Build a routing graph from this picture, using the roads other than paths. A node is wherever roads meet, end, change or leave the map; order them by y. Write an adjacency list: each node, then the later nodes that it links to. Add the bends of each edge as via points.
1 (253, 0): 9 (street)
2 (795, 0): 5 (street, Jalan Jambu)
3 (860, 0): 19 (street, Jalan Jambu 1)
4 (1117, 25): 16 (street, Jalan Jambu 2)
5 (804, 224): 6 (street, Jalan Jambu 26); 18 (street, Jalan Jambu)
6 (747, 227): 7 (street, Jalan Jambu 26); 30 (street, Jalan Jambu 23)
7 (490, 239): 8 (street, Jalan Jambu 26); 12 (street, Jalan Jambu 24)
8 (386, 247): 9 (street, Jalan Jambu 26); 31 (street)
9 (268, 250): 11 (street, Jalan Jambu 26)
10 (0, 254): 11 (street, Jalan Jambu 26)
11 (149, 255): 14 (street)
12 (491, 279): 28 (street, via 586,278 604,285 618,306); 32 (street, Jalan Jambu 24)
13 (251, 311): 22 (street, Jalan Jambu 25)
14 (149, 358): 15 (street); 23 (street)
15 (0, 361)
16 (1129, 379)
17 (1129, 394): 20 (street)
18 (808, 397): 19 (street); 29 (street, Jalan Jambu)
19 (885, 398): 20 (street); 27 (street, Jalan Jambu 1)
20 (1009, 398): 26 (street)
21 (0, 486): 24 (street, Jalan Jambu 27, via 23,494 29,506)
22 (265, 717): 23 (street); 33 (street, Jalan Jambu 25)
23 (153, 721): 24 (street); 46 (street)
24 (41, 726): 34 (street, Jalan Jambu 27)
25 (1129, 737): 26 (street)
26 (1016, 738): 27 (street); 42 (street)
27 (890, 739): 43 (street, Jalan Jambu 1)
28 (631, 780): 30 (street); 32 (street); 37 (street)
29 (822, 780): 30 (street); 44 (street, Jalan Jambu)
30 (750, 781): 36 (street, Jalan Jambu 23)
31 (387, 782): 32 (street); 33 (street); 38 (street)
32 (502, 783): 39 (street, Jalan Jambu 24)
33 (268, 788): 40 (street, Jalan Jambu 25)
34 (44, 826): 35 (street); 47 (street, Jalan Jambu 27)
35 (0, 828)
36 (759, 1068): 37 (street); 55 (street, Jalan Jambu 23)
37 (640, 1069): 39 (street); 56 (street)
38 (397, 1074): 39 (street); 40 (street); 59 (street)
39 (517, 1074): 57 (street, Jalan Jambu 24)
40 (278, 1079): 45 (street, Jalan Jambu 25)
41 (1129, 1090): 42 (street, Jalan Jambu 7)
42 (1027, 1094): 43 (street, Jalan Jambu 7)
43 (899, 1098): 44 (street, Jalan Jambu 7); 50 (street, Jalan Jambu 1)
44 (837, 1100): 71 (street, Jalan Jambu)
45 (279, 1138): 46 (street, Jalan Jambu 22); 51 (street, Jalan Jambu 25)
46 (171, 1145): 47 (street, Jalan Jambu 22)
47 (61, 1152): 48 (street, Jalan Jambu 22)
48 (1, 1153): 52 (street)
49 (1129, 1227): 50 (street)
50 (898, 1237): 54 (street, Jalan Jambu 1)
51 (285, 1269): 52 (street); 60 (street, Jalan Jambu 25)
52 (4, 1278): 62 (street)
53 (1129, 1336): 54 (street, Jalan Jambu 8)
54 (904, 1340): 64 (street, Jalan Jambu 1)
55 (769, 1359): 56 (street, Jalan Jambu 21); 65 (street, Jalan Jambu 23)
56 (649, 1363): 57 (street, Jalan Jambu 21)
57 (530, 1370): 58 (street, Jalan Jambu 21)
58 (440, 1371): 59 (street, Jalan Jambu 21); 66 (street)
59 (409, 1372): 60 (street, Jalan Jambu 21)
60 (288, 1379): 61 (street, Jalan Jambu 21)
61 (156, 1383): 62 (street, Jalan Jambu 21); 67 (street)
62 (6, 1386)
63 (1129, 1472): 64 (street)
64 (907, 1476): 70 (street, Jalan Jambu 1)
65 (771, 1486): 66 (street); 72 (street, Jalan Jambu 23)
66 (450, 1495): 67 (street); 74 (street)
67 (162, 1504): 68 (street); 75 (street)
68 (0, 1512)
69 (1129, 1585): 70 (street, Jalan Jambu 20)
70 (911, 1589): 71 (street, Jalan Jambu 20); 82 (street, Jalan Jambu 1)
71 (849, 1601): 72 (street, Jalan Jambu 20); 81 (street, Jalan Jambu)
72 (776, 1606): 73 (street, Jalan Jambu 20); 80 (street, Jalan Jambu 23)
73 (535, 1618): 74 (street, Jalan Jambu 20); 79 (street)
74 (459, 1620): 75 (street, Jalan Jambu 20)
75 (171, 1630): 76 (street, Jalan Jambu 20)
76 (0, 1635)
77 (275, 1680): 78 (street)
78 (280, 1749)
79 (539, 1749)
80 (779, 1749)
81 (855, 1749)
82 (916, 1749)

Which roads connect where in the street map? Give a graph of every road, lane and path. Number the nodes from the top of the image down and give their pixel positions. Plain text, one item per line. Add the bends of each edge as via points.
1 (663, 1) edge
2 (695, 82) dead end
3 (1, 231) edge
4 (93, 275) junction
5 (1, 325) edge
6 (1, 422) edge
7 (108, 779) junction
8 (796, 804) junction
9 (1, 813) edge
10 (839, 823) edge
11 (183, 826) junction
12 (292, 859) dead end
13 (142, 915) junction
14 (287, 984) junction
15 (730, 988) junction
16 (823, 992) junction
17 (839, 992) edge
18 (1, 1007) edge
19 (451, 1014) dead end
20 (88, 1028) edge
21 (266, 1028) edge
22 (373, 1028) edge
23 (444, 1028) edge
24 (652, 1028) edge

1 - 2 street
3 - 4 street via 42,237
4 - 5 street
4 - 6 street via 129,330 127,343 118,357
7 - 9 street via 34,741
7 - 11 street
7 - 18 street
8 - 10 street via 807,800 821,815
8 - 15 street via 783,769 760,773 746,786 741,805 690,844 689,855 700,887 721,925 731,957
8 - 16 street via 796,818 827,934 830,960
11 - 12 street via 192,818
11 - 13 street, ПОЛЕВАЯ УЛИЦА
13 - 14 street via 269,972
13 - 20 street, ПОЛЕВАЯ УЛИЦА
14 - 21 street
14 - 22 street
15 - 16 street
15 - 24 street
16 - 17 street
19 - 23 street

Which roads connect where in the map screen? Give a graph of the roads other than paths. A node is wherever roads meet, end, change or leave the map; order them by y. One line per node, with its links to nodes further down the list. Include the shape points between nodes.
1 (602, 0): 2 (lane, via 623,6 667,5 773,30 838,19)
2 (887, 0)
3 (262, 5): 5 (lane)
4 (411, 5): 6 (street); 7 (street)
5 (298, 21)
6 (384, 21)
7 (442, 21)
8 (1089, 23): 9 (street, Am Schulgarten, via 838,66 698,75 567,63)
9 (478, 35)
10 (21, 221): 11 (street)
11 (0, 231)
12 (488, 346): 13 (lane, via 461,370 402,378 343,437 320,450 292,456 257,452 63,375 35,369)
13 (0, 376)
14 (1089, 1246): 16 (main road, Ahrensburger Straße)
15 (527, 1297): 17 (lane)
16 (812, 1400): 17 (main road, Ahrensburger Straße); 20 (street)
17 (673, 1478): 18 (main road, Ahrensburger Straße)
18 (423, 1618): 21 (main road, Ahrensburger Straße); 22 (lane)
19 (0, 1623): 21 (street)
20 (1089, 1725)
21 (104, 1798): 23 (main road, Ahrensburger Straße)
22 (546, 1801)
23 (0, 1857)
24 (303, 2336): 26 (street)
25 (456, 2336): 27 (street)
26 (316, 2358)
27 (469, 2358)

● ● ● ● ● ● ●

For every line above that includes the string "connect", copy the line.

Which roads connect where in the street map? Give a graph of every road, lane and path. Number the nodes from the top of the image down and give their pixel positions. Plain text, one item per line. Add the bends of each edge as via points.
Which roads connect where in the map screen? Give a graph of the roads other than paths. A node is wherever roads meet, end, change or leave the map; order them by y. One line per node, with its links to nodes further down the list. Include the shape points between nodes.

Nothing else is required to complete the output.